* WORK ITEM
Scan the listing below and copy each line holding the word "اندیشه".

* EXCERPTED DATA

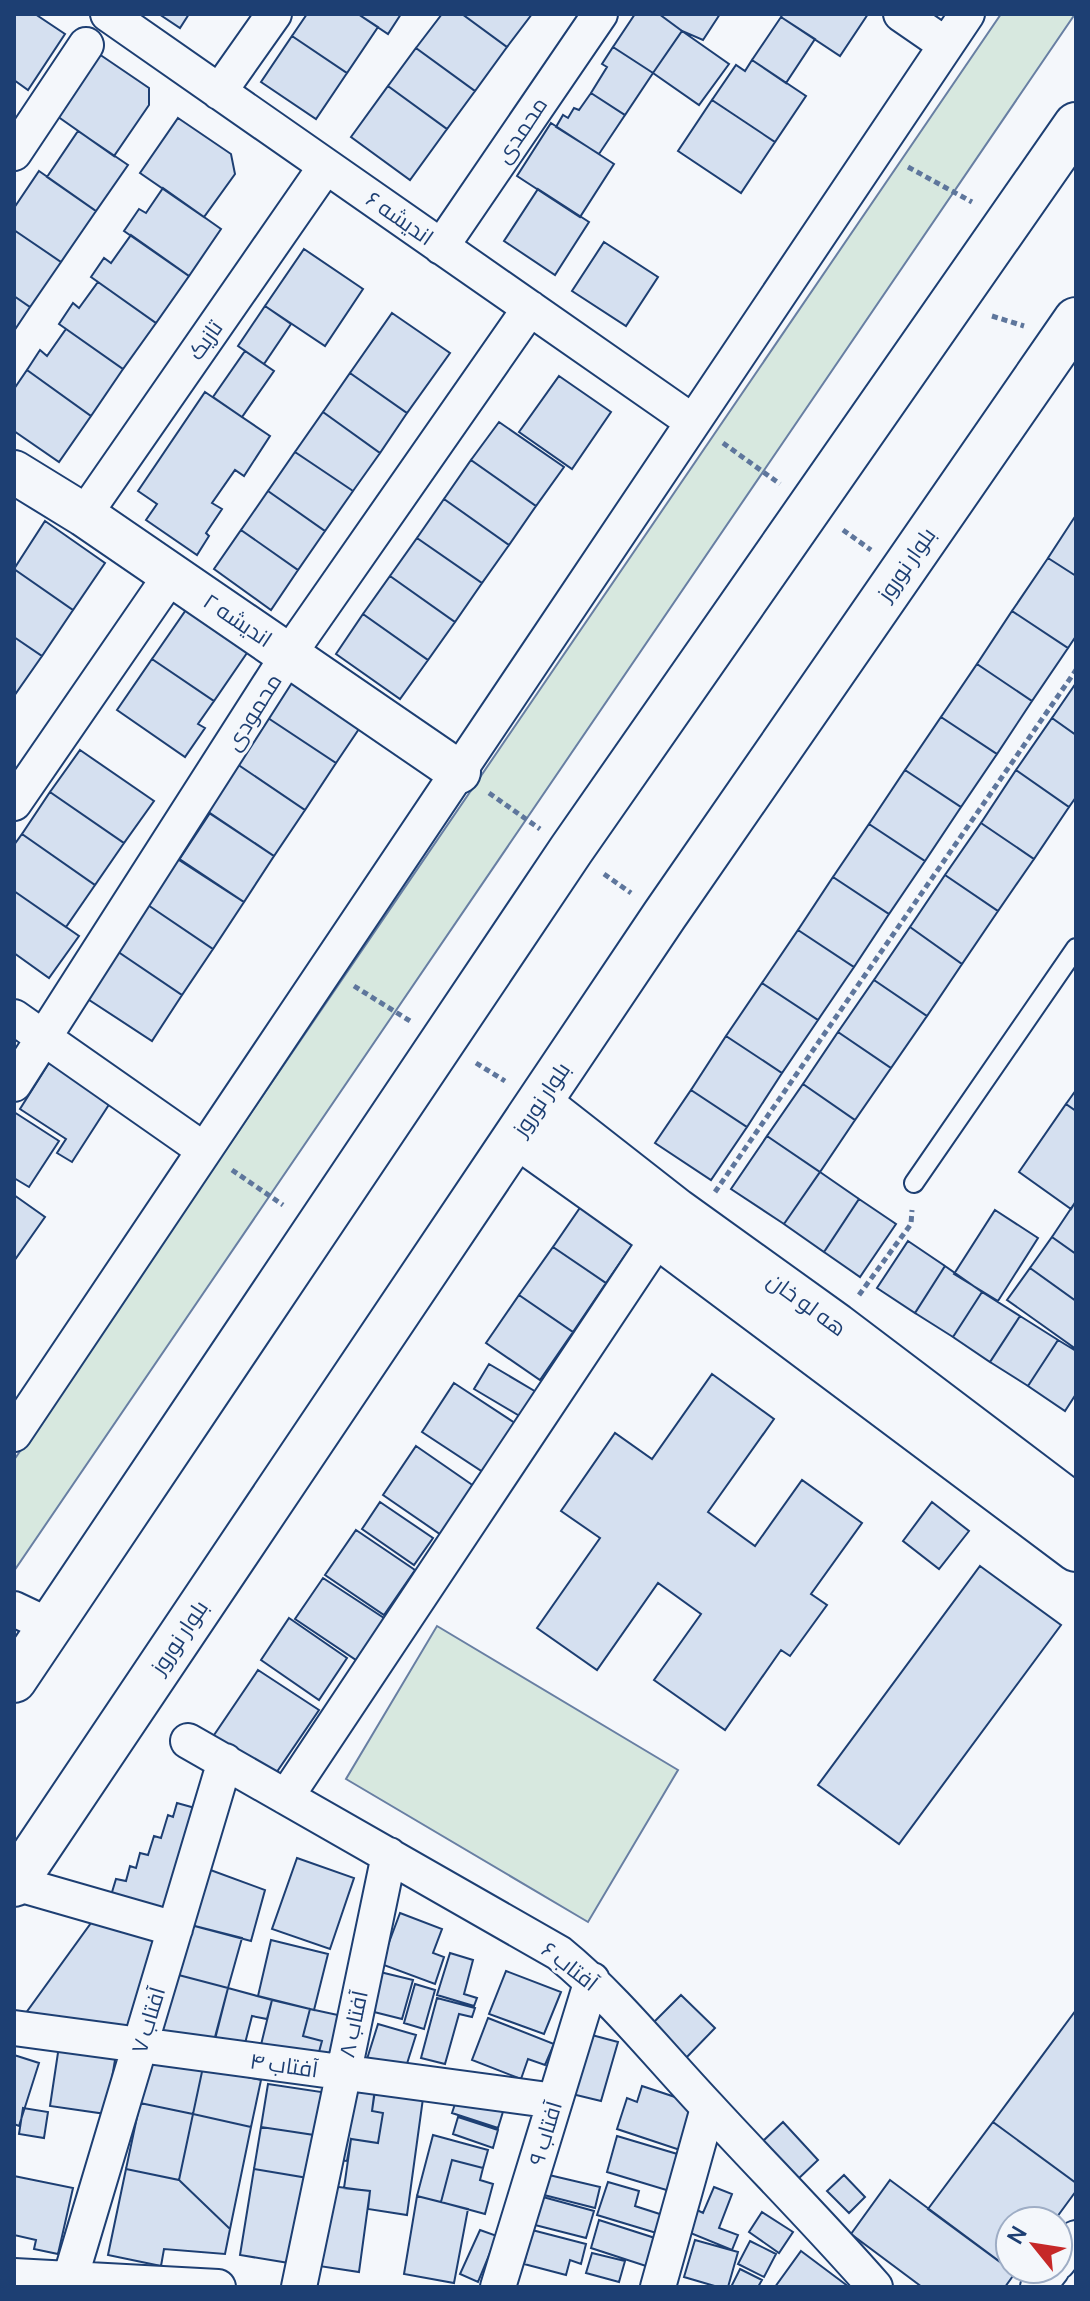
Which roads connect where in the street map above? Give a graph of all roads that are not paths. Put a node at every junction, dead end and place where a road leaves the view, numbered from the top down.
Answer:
1 (108, 14) edge
2 (274, 14) edge
3 (600, 14) edge
4 (901, 14) edge
5 (967, 14) edge
6 (86, 45) dead end
7 (946, 45) junction
8 (219, 92) junction
9 (1076, 125) edge
10 (14, 153) edge
11 (326, 166) junction
12 (441, 247) junction
13 (530, 308) junction
14 (1072, 336) edge
15 (693, 422) junction
16 (14, 472) edge
17 (84, 515) junction
18 (171, 575) junction
19 (289, 654) junction
20 (459, 772) junction
21 (14, 803) edge
22 (1076, 948) edge
23 (14, 1017) edge
24 (45, 1039) junction
25 (14, 1084) edge
26 (527, 1119) junction
27 (204, 1150) junction
28 (914, 1183) road end
29 (676, 1223) junction
30 (14, 1434) edge
31 (1075, 1502) edge
32 (1076, 1550) edge
33 (32, 1617) edge
34 (14, 1680) edge
35 (188, 1741) dead end
36 (225, 1761) junction
37 (286, 1797) junction
38 (389, 1855) junction
39 (14, 1883) edge
40 (175, 1929) junction
41 (592, 1980) junction
42 (14, 2028) edge
43 (140, 2045) junction
44 (343, 2073) junction
45 (555, 2101) junction
46 (708, 2108) junction
47 (14, 2276) edge
48 (70, 2279) junction
49 (182, 2286) edge
50 (218, 2287) edge
51 (299, 2287) edge
52 (498, 2287) edge
53 (658, 2287) edge
54 (875, 2287) edge

1 - 8 street, اندیشه ۶
2 - 8 street
3 - 12 street, محمدی
4 - 7 street
5 - 7 street
6 - 10 street
7 - 15 street
8 - 11 street, اندیشه ۶
9 - 33 main road
11 - 12 street, اندیشه ۶
11 - 17 street, تازیک
12 - 13 street, اندیشه ۶
13 - 15 street, اندیشه ۶
13 - 19 street, محمودی
14 - 26 main road, بلوار نوروز
15 - 20 street
16 - 17 street, اندیشه ۲
17 - 18 street, اندیشه ۲
18 - 19 street, اندیشه ۲
18 - 21 street
19 - 20 street, اندیشه ۲
19 - 24 street, محمودی
20 - 27 street
22 - 28 lane
23 - 24 street
24 - 25 street, محمودی
24 - 27 street
26 - 29 street
26 - 39 main road, بلوار نوروز
27 - 30 street
29 - 31 street, هه لو خان
29 - 32 street
29 - 37 street
33 - 34 main road
35 - 36 street, آفتاب ۶
36 - 37 street, آفتاب ۶
36 - 40 street, آفتاب ۷
37 - 38 street, آفتاب ۶
38 - 41 street, آفتاب ۶
38 - 44 street, آفتاب ۸
39 - 40 street
40 - 43 street, آفتاب ۷
41 - 45 street, آفتاب ۹
41 - 46 street, آفتاب ۶
42 - 43 street, آفتاب ۴
43 - 44 street, آفتاب ۴
43 - 48 street, آفتاب ۷
44 - 45 street, آفتاب ۴
44 - 51 street, آفتاب ۸
45 - 52 street, آفتاب ۹
46 - 53 street
46 - 54 street, آفتاب ۶
47 - 48 street
48 - 49 street
49 - 50 street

* REPLY
1 - 8 street, اندیشه ۶
8 - 11 street, اندیشه ۶
11 - 12 street, اندیشه ۶
12 - 13 street, اندیشه ۶
13 - 15 street, اندیشه ۶
16 - 17 street, اندیشه ۲
17 - 18 street, اندیشه ۲
18 - 19 street, اندیشه ۲
19 - 20 street, اندیشه ۲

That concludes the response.